Which lines of the entries below hold the word "West"? Report each of them.

### Source records
•••••
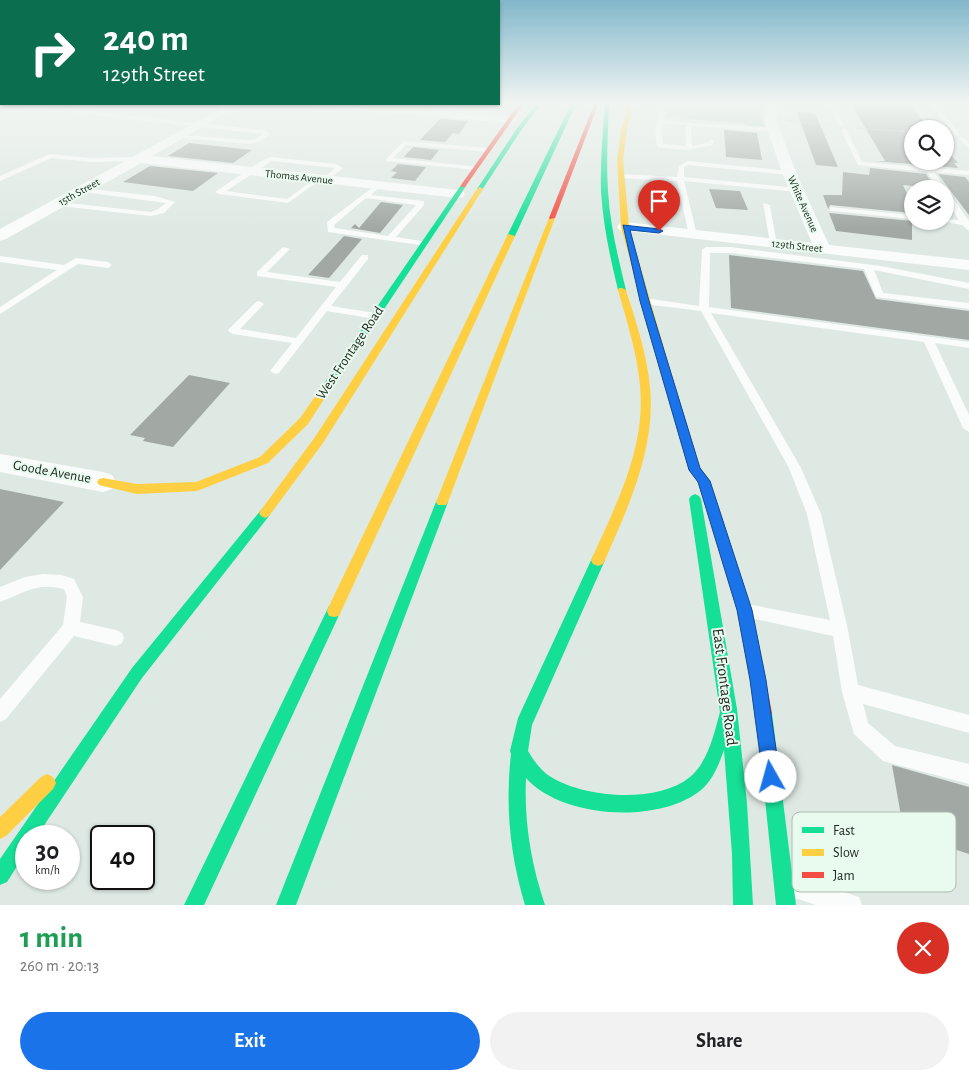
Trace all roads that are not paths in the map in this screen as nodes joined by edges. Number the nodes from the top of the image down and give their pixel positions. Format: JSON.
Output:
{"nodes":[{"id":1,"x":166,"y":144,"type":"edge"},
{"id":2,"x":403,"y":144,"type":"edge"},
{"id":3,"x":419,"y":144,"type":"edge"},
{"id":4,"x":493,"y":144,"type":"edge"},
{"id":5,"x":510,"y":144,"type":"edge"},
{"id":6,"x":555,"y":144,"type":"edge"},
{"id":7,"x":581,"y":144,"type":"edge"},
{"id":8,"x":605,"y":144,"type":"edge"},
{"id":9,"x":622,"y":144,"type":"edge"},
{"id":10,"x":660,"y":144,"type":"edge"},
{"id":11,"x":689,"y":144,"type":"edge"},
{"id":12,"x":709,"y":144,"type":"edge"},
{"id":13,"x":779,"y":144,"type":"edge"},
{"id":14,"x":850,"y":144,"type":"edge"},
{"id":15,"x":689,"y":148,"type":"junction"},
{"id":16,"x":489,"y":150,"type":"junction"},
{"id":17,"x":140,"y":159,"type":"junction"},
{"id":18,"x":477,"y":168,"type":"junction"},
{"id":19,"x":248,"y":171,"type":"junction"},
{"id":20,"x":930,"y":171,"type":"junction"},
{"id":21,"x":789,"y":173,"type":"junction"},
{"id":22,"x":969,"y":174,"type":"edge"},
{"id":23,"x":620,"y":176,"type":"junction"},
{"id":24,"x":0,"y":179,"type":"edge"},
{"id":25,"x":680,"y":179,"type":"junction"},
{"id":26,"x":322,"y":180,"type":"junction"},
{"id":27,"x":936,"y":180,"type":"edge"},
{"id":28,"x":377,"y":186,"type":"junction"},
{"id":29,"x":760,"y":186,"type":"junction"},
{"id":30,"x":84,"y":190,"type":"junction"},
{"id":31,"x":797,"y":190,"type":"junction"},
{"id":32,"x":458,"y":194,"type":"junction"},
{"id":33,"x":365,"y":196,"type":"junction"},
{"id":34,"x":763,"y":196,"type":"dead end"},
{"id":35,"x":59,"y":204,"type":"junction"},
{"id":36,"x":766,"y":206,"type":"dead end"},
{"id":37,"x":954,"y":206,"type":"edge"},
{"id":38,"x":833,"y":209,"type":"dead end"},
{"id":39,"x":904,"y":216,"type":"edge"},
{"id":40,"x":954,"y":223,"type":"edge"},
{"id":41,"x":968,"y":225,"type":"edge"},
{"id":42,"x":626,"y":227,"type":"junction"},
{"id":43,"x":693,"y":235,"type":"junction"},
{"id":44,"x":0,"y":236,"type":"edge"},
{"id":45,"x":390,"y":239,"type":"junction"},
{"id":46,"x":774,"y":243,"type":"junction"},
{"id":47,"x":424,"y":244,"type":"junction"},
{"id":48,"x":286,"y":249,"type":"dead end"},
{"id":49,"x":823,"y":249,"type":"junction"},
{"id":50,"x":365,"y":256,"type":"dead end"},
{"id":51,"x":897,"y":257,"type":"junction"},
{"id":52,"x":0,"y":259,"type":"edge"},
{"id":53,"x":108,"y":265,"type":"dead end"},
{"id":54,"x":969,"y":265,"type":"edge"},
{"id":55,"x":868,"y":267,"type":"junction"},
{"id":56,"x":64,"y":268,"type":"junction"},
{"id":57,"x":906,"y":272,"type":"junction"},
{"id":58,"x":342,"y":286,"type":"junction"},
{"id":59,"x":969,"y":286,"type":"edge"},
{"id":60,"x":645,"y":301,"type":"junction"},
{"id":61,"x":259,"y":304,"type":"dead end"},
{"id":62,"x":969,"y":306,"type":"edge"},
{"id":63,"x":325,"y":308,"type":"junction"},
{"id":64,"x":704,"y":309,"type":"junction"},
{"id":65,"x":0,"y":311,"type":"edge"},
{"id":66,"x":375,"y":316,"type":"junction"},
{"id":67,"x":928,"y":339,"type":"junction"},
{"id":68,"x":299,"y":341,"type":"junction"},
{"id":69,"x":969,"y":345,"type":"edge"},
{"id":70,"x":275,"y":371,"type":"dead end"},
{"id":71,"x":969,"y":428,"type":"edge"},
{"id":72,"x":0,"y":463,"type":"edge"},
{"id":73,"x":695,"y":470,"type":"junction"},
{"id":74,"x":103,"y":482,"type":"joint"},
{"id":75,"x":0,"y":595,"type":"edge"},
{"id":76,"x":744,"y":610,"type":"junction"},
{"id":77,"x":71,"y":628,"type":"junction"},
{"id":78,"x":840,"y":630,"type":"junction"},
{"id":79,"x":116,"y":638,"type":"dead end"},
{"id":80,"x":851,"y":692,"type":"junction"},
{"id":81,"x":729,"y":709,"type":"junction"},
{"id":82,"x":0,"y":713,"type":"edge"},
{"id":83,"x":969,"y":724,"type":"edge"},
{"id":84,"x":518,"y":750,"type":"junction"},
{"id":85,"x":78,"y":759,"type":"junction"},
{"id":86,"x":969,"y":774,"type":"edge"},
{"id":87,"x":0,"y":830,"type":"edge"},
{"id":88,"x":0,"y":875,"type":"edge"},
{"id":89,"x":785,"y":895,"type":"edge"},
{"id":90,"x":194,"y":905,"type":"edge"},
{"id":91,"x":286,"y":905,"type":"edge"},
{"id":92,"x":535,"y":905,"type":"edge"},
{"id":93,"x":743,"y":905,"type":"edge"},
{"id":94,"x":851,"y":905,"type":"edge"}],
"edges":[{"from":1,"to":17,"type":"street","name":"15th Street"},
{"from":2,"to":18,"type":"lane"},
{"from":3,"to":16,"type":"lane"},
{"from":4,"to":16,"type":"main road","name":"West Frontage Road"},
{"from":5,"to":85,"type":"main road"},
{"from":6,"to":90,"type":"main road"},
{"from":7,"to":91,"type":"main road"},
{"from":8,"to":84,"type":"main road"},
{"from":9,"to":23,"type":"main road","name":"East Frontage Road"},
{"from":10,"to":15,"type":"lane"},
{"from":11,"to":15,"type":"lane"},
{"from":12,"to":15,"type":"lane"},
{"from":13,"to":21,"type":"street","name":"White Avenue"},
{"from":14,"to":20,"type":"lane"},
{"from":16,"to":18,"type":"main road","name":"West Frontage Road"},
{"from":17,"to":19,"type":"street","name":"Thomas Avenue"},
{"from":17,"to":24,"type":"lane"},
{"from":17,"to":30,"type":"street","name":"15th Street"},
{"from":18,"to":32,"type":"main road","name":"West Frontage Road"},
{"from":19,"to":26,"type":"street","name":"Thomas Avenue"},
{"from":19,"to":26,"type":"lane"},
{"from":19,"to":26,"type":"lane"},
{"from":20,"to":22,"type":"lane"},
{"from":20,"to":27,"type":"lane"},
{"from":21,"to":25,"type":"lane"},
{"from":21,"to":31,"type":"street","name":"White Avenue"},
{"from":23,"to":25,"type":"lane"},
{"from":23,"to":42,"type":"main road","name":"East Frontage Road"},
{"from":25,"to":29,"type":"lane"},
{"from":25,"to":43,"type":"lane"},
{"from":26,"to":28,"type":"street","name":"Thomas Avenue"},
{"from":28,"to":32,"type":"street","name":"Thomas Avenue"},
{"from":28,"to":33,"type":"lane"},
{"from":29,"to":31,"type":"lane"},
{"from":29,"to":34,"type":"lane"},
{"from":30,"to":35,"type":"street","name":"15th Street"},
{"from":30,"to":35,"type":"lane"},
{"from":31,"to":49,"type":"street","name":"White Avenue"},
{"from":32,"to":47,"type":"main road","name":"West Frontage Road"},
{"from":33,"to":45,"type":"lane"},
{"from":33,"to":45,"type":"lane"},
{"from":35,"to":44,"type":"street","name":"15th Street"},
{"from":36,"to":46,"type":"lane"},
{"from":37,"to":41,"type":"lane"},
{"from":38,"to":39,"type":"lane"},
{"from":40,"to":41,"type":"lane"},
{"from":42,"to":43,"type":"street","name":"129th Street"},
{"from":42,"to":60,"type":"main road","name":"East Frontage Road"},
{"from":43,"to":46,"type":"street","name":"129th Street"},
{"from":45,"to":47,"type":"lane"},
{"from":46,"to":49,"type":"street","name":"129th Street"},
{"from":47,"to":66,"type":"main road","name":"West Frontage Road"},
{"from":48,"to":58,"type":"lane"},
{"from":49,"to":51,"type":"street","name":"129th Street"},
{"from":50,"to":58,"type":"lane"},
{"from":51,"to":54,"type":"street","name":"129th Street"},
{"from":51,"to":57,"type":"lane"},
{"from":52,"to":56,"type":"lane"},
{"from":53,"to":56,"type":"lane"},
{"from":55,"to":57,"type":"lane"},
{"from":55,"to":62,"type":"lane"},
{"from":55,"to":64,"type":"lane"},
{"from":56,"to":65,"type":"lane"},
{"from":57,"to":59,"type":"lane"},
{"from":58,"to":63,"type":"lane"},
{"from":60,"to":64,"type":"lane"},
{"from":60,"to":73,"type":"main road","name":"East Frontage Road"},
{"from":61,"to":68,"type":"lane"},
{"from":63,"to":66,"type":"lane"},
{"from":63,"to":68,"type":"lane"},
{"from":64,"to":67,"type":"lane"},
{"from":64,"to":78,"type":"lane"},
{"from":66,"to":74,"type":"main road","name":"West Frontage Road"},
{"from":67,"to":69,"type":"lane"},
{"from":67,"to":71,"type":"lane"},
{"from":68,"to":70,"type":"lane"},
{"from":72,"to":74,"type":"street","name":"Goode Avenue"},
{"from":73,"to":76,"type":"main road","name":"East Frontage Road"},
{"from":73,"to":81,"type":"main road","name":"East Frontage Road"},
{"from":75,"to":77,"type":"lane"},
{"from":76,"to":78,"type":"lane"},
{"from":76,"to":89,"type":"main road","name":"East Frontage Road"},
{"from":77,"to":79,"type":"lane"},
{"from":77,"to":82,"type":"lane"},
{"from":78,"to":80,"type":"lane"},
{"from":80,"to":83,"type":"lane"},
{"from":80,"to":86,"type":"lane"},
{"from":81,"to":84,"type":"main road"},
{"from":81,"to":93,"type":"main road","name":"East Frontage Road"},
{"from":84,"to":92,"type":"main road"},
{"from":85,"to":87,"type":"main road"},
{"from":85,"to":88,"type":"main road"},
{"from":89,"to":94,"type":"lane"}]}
•••••
### Response below
{"from":4,"to":16,"type":"main road","name":"West Frontage Road"},
{"from":16,"to":18,"type":"main road","name":"West Frontage Road"},
{"from":18,"to":32,"type":"main road","name":"West Frontage Road"},
{"from":32,"to":47,"type":"main road","name":"West Frontage Road"},
{"from":47,"to":66,"type":"main road","name":"West Frontage Road"},
{"from":66,"to":74,"type":"main road","name":"West Frontage Road"},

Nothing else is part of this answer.